Stored data entries
········

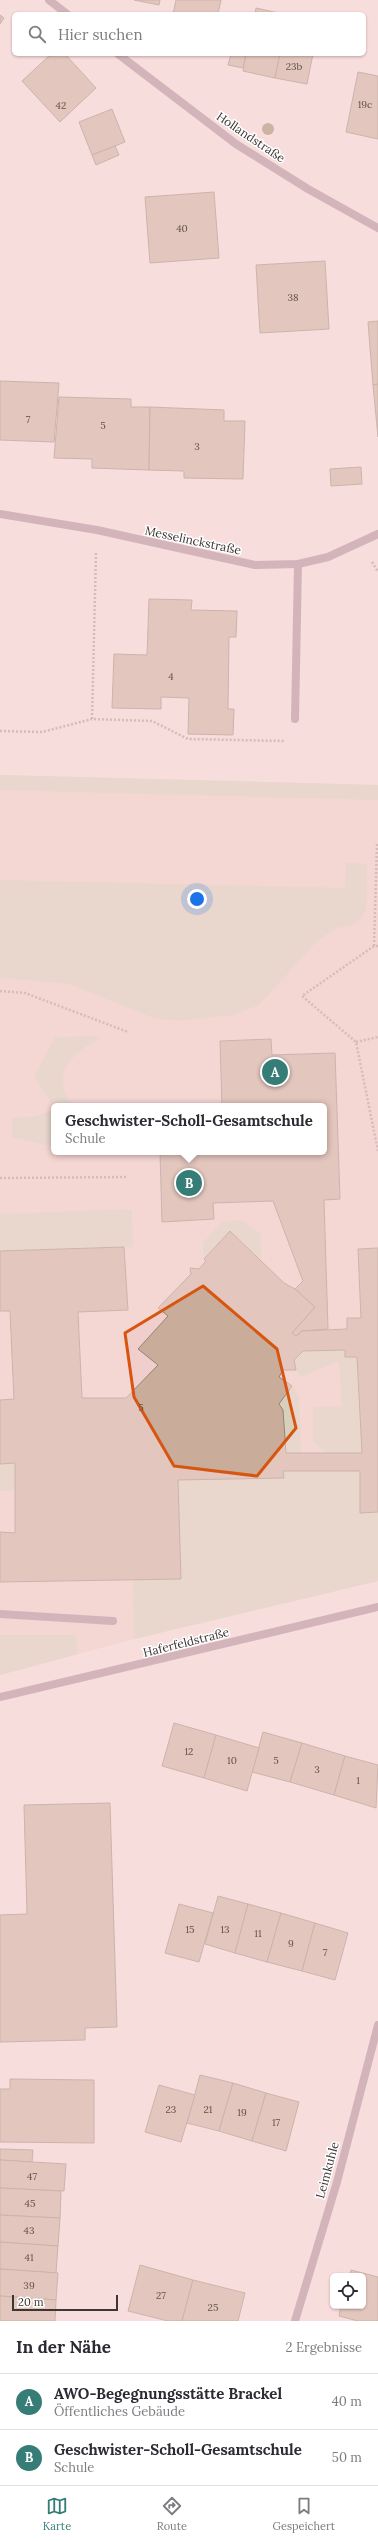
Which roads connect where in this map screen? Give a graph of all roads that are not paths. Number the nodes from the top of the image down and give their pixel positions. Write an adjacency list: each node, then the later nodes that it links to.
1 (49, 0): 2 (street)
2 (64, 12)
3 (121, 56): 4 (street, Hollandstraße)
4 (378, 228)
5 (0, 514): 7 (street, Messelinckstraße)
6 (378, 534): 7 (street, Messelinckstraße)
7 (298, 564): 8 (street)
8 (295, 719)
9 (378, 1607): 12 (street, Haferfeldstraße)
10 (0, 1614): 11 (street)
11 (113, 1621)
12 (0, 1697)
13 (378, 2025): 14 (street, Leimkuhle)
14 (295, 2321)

········

=== Action item ===
Each record above has to be written out again in full, but its pictures must not be.

=== Exercise output ===
Which roads connect where in this map screen? Give a graph of all roads that are not paths. Number the nodes from the top of the image down and give their pixel positions. Write an adjacency list: each node, then the later nodes that it links to.
1 (49, 0): 2 (street)
2 (64, 12)
3 (121, 56): 4 (street, Hollandstraße)
4 (378, 228)
5 (0, 514): 7 (street, Messelinckstraße)
6 (378, 534): 7 (street, Messelinckstraße)
7 (298, 564): 8 (street)
8 (295, 719)
9 (378, 1607): 12 (street, Haferfeldstraße)
10 (0, 1614): 11 (street)
11 (113, 1621)
12 (0, 1697)
13 (378, 2025): 14 (street, Leimkuhle)
14 (295, 2321)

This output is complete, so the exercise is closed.